Now that we have coded each individual drill, let’s see how these pieces can be integrated together to solve the initial problem:

a. Classes and OOP: We start by defining our Cluster and Solution classes. Inside the Solution class, we include methods that perform DFS and solve the main problem.

b. Methods and recursion: DFS is implemented as a recursive method in the Solution class.

c. Conditional Statements: Inside our DFS and main problem-solving methods, we use conditional statements to control the flow of the program based on the current state of the grid and the clusters.

d. Looping Constructs: We use loops to iterate through the grid and process each cell. In the main problem-solving method, we use a while loop to keep processing the clusters until all viruses are quarantined.

e.
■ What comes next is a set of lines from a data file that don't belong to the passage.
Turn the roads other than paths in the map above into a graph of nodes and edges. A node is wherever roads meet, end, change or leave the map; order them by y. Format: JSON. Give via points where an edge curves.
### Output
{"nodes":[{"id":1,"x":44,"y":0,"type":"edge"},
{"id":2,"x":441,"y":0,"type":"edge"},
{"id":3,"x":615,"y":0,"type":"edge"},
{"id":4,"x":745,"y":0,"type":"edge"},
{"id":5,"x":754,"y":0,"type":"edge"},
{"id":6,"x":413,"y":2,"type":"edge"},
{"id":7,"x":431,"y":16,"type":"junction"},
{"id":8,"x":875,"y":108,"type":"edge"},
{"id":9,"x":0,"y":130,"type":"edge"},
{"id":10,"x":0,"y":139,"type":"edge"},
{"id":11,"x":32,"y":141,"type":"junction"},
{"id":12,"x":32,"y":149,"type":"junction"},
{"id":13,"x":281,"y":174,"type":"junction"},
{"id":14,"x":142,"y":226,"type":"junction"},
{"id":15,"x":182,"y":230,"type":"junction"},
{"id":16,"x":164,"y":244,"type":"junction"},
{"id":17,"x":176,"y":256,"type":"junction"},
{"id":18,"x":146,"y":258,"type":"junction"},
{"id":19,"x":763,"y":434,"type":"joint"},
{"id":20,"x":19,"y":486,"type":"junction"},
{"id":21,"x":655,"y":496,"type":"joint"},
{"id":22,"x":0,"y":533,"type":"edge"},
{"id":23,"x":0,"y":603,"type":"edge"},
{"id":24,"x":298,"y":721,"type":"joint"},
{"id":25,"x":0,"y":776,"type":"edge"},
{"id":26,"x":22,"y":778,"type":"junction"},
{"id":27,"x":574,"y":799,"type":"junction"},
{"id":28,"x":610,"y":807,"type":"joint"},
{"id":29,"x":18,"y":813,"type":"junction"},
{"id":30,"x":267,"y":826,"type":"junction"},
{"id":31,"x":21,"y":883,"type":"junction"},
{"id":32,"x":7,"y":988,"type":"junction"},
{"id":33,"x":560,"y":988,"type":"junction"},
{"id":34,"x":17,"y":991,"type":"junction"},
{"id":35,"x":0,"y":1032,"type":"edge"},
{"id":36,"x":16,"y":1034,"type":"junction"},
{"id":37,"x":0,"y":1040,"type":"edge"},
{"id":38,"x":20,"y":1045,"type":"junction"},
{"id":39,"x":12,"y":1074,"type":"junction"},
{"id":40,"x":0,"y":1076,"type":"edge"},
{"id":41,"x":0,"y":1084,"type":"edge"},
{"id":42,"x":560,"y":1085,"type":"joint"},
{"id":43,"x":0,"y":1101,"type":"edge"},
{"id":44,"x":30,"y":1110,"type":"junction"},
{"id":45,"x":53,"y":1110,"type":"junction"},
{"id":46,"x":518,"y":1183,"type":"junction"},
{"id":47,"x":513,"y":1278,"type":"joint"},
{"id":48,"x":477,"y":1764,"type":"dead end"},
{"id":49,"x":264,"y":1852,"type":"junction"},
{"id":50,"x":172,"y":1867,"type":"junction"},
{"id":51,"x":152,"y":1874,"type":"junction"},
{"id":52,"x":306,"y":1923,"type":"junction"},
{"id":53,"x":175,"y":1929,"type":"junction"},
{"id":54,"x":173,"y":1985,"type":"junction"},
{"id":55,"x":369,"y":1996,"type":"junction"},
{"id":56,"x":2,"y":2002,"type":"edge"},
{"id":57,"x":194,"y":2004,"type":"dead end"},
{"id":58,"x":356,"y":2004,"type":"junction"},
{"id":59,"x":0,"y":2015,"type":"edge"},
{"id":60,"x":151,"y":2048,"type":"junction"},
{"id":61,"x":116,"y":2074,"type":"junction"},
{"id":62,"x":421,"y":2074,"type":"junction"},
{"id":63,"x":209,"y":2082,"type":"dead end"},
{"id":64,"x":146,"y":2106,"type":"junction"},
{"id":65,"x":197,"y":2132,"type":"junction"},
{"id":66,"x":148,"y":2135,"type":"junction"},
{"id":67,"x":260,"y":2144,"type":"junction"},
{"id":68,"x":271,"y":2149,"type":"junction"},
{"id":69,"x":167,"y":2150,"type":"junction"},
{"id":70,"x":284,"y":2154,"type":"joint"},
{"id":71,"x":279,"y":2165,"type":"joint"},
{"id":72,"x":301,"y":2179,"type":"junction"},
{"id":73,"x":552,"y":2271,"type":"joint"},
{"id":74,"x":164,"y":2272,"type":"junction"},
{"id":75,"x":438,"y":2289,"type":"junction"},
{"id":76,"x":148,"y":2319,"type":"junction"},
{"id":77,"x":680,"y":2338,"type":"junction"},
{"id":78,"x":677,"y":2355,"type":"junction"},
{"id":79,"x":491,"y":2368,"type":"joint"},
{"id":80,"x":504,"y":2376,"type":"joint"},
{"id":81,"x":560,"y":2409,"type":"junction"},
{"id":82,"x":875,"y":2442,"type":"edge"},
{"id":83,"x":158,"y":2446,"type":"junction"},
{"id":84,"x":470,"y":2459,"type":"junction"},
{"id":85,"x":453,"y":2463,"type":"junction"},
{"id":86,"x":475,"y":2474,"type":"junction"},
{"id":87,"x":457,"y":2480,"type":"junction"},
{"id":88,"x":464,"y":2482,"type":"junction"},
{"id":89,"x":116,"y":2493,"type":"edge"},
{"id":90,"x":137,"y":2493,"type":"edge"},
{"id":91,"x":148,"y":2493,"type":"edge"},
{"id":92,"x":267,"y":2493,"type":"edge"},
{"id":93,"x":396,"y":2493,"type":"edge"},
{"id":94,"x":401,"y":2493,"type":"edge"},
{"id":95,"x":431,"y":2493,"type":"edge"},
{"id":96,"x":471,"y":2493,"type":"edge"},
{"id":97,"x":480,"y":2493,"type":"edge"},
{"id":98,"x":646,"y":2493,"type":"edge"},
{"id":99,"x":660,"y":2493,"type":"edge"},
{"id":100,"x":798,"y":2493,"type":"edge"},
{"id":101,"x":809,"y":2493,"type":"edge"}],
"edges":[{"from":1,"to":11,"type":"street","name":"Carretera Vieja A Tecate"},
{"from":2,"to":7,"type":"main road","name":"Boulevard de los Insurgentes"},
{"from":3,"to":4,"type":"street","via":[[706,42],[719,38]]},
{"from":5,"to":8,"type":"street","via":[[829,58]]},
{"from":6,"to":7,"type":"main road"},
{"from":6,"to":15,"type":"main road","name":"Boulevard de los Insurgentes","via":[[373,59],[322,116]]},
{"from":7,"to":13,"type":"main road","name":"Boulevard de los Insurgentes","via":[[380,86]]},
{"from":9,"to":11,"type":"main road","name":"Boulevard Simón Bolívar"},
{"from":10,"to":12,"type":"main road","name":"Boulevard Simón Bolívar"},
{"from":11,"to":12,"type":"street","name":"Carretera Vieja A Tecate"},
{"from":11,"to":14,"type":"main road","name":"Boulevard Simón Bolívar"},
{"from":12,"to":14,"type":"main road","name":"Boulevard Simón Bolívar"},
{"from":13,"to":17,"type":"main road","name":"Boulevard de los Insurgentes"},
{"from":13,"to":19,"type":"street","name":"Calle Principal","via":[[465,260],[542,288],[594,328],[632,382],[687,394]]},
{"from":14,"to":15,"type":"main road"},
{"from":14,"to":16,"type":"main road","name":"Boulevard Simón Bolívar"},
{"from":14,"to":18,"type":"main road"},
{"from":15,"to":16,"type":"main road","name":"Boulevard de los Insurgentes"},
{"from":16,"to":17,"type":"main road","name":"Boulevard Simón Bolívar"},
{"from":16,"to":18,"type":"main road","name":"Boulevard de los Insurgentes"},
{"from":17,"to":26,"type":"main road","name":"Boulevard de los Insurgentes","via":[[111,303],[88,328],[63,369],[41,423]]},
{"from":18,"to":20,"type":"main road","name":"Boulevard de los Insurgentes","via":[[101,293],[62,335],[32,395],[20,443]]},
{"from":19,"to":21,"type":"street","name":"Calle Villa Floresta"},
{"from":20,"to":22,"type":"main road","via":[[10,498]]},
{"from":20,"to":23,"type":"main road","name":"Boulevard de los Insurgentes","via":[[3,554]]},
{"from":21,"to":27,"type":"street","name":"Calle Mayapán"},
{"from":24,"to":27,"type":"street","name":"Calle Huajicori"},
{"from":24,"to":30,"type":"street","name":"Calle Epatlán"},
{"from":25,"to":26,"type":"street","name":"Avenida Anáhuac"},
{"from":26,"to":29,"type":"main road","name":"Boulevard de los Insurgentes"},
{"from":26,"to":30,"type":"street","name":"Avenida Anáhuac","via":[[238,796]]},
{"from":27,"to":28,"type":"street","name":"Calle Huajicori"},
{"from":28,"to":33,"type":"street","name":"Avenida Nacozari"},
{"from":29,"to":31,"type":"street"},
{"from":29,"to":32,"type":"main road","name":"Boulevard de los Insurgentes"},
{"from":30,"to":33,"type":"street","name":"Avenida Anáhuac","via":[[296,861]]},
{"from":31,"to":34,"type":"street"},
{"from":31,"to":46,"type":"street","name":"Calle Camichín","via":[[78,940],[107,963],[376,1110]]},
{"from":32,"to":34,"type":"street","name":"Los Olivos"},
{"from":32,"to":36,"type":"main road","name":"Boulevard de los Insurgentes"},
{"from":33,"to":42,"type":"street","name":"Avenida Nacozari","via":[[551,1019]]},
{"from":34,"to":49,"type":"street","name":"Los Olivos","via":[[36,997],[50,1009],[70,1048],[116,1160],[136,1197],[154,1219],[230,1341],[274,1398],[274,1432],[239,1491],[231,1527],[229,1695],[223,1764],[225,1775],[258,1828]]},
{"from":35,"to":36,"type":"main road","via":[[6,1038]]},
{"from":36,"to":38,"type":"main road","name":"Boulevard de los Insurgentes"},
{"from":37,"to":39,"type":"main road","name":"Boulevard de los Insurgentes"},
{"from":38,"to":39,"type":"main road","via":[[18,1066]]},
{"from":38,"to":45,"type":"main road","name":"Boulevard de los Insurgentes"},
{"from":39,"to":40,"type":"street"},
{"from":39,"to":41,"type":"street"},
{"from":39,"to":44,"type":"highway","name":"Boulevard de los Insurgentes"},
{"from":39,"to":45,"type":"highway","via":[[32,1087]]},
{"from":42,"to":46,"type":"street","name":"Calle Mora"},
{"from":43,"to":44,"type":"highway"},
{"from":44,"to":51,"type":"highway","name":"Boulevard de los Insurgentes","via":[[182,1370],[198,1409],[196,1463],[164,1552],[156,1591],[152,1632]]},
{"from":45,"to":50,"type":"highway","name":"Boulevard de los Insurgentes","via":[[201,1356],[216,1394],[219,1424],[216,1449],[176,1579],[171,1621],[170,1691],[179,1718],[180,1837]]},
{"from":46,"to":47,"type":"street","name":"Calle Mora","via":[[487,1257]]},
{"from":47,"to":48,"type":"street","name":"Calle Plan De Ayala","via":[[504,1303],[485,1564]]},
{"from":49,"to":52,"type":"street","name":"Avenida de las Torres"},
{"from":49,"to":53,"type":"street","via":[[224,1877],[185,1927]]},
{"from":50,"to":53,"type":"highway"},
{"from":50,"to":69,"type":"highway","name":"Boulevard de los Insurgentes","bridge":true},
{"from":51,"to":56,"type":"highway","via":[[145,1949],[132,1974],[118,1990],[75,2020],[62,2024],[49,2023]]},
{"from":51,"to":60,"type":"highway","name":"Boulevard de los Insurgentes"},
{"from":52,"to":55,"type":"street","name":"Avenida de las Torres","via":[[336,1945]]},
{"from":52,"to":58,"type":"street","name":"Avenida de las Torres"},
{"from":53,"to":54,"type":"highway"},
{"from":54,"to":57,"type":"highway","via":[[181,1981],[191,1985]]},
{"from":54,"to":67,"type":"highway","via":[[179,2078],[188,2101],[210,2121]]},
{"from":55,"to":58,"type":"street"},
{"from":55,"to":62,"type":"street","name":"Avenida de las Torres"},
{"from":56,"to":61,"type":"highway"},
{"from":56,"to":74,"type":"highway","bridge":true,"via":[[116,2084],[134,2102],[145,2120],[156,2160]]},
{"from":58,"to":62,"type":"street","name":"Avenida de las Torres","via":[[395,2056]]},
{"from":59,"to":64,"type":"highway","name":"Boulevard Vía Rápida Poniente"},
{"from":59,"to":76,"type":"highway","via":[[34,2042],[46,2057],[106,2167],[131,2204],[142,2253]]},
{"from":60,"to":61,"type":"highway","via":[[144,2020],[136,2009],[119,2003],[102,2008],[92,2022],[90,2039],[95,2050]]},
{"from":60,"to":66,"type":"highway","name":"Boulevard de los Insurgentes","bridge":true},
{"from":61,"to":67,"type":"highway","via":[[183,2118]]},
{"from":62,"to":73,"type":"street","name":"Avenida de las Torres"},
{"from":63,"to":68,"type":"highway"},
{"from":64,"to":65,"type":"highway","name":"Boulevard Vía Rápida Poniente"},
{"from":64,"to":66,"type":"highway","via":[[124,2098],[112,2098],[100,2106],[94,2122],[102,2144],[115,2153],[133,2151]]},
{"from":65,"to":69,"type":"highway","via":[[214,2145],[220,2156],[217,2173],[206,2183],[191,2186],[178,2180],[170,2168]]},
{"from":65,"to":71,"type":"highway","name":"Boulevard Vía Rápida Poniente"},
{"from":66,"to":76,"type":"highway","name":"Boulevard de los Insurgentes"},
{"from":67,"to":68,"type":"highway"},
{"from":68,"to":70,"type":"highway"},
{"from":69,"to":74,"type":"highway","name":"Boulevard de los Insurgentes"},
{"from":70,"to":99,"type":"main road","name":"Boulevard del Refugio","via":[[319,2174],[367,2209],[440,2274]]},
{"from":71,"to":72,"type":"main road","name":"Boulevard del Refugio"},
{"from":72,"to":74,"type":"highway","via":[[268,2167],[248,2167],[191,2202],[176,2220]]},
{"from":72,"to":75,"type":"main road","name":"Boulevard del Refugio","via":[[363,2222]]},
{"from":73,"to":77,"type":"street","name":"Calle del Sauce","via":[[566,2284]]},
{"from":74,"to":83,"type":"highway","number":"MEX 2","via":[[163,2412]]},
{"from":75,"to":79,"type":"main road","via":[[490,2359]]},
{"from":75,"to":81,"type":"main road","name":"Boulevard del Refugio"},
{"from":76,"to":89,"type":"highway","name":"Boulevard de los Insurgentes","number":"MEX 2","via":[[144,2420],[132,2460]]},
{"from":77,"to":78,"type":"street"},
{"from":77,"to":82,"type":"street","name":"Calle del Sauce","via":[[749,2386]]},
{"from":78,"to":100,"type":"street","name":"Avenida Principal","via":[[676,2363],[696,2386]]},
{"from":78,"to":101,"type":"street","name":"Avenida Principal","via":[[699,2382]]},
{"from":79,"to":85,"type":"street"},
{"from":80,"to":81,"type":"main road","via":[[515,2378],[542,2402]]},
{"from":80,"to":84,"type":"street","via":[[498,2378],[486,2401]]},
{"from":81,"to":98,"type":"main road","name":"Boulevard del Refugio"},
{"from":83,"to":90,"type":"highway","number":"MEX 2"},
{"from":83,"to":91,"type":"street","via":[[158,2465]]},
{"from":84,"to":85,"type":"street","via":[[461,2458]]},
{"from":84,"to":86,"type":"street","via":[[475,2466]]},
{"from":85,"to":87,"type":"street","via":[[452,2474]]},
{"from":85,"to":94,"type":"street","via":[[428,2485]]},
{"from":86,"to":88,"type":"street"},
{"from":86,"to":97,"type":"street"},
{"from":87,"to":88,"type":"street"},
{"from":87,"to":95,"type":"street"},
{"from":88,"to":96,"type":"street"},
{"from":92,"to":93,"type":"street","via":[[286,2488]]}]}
Data Structures: We use lists to represent the

grid, sets to store contaminated and uncontaminated cells in each cluster, and a priority queue to process the clusters in the desired order.

f. Type Hinting: We use type hinting to make our code clearer and catch any potential type errors early.

g. DFS and Priority Queue: DFS is used to identify and process the clusters, and a priority queue is used to always quarantine the most dangerous cluster first.

As you can see, each of these drills contribute to the final solution. They help us model the problem, explore the grid, identify and process clusters, and keep track of the state of the simulation.